Au Brésil, juin correspond à l’entrée dans l’hiver austral. À Ilhabela, cela ne signifie pas froid ni repli. Les températures restent agréables, l’humidité devient généralement moins lourde qu’en été, les pluies sont moins fréquentes et l’île se prête davantage aux randonnées, aux sorties en bateau et aux longues balades. La mer peut rester tentante, même si elle est plus fraîche qu’au cœur de l’été. C’est aussi une période intéressante pour éviter l’affluence. Ilhabela peut devenir très fréquentée pendant les vacances, les fêtes et les grands week ends. En juin, le rythme change. Les plages sont plus faciles à apprécier, les routes moins saturées et les excursions plus agréables à organiser. Pour un voyageur européen, ce décalage de saison a même un avantage : au moment où l’été commence en France, Ilhabela offre une version plus douce du Brésil côtier.

L’île n’est pas seulement une destination de plage. Une grande partie de son territoire est protégée par le Parque Estadual de Ilhabela, créé en 1977. Ce parc couvre l’essentiel de la commune et protège la forêt atlantique, les reliefs, les cours d’eau, les cascades et une biodiversité remarquable. C’est ce statut qui explique en partie la sensation d’île encore très végétale, malgré son attractivité touristique.

 

Plages, cascades et forêt atlantique

Ilhabela se découvre par fragments. Certaines plages sont faciles d’accès depuis la route principale, notamment sur la côte tournée vers São Sebastião. D’autres exigent une excursion, une randonnée, un bateau ou un véhicule adapté. Cette diversité fait partie de son charme : il existe une Ilhabela accessible et animée, mais aussi une île plus sauvage, plus physique, plus impressionnante dès que l’on s’éloigne des secteurs les plus urbanisés. Bonete est l’un des noms les plus connus. Située au sud de l’île, cette plage est souvent citée parmi les plus belles du Brésil. On peut la rejoindre par la mer ou par un sentier long et exigeant, qui traverse la forêt avant de déboucher sur une large plage bordée de reliefs. L’endroit n’a rien d’une plage urbaine. On y vient pour l’isolement, la puissance du paysage, le contact avec la nature et cette impression rare d’arriver au bout de l’île.

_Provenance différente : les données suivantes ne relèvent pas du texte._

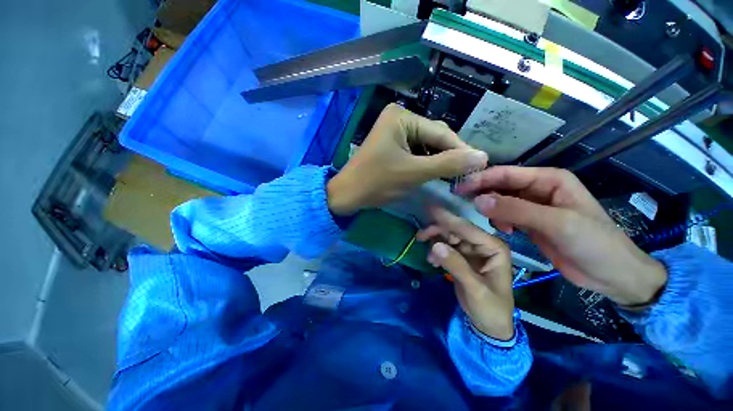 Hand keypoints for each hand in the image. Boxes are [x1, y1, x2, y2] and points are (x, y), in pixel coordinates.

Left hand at [327, 104, 487, 215]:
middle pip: (433, 137)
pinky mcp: (391, 145)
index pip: (440, 132)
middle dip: (448, 156)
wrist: (347, 194)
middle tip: (465, 175)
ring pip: (425, 146)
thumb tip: (482, 156)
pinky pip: (415, 152)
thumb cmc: (377, 182)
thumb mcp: (414, 173)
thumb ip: (447, 164)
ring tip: (451, 177)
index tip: (480, 166)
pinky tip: (433, 174)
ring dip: (438, 161)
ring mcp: (394, 132)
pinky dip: (425, 163)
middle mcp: (399, 118)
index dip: (461, 150)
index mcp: (402, 117)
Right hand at [417, 207, 514, 340]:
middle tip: (420, 236)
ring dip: (435, 241)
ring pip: (448, 236)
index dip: (448, 219)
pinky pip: (445, 246)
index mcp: (494, 248)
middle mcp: (482, 244)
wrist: (489, 325)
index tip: (429, 210)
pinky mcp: (461, 256)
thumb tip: (435, 245)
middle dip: (438, 231)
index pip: (467, 229)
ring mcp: (471, 249)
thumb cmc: (490, 308)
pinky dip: (436, 251)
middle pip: (456, 230)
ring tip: (427, 255)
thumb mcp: (475, 289)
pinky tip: (432, 261)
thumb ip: (456, 266)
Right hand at [456, 166, 666, 306]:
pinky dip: (499, 220)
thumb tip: (478, 200)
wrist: (613, 275)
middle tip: (460, 201)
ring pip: (502, 201)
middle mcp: (539, 189)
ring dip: (490, 208)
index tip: (458, 188)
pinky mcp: (531, 222)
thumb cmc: (594, 244)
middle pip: (502, 186)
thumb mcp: (556, 224)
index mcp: (549, 179)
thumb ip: (516, 210)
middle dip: (482, 192)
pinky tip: (503, 229)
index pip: (507, 174)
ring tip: (485, 219)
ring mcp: (534, 206)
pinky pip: (507, 215)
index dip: (481, 179)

Castelhanos offre une autre expérience forte. Accessible par piste encadrée, souvent en véhicule tout terrain ou en excursion organisée, cette grande baie de la côte est dévoile un paysage plus ouvert, avec une plage immense, une mer plus exposée et une sensation de bout du monde. Là encore, juin permet d’en profiter dans de meilleures conditions que pendant les périodes les plus encombrées, même si la météo et l’état des pistes restent toujours à vérifier avant le départ. Les cascades font aussi partie de l’identité d’Ilhabela. La Cachoeira do Gato, près de Castelhanos, est l’une des plus spectaculaires, avec une chute qui descend au cœur de la végétation. D’autres, comme les cascades de Toca, d’Água Branca ou de Paquetá, permettent d’alterner plage, marche et baignade en eau douce. Il faut toutefois garder un réflexe très local : prévoir une protection contre les borrachudos, ces petits insectes piqueurs très présents sur l’île, surtout près de l’eau et de la végétation.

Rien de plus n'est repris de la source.